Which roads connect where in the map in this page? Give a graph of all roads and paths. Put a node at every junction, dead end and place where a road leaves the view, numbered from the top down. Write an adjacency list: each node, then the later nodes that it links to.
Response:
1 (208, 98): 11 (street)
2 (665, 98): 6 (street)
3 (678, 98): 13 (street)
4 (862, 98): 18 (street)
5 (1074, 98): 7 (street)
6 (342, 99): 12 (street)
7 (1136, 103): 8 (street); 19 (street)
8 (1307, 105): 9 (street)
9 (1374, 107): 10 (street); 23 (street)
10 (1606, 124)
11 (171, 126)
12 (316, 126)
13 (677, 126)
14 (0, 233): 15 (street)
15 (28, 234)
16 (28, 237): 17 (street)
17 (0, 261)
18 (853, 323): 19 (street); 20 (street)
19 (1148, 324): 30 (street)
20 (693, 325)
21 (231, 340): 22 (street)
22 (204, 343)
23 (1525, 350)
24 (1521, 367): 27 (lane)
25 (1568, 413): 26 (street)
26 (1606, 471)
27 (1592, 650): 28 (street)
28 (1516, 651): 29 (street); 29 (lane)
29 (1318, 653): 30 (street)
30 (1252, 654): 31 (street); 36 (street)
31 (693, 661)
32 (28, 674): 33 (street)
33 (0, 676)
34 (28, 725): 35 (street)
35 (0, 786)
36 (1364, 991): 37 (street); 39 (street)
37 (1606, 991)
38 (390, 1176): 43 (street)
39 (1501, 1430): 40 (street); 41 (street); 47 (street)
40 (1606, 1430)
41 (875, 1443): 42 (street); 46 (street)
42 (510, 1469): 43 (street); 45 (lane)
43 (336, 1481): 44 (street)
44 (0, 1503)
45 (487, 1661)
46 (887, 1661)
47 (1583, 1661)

━━━━━━━━━━━━━━━━

Without omitting anything, output the entries exactly.

Which roads connect where in the map in this page? Give a graph of all roads and paths. Put a node at every junction, dead end and place where a road leaves the view, numbered from the top down. Write an adjacency list: each node, then the later nodes that it links to.
Response:
1 (208, 98): 11 (street)
2 (665, 98): 6 (street)
3 (678, 98): 13 (street)
4 (862, 98): 18 (street)
5 (1074, 98): 7 (street)
6 (342, 99): 12 (street)
7 (1136, 103): 8 (street); 19 (street)
8 (1307, 105): 9 (street)
9 (1374, 107): 10 (street); 23 (street)
10 (1606, 124)
11 (171, 126)
12 (316, 126)
13 (677, 126)
14 (0, 233): 15 (street)
15 (28, 234)
16 (28, 237): 17 (street)
17 (0, 261)
18 (853, 323): 19 (street); 20 (street)
19 (1148, 324): 30 (street)
20 (693, 325)
21 (231, 340): 22 (street)
22 (204, 343)
23 (1525, 350)
24 (1521, 367): 27 (lane)
25 (1568, 413): 26 (street)
26 (1606, 471)
27 (1592, 650): 28 (street)
28 (1516, 651): 29 (street); 29 (lane)
29 (1318, 653): 30 (street)
30 (1252, 654): 31 (street); 36 (street)
31 (693, 661)
32 (28, 674): 33 (street)
33 (0, 676)
34 (28, 725): 35 (street)
35 (0, 786)
36 (1364, 991): 37 (street); 39 (street)
37 (1606, 991)
38 (390, 1176): 43 (street)
39 (1501, 1430): 40 (street); 41 (street); 47 (street)
40 (1606, 1430)
41 (875, 1443): 42 (street); 46 (street)
42 (510, 1469): 43 (street); 45 (lane)
43 (336, 1481): 44 (street)
44 (0, 1503)
45 (487, 1661)
46 (887, 1661)
47 (1583, 1661)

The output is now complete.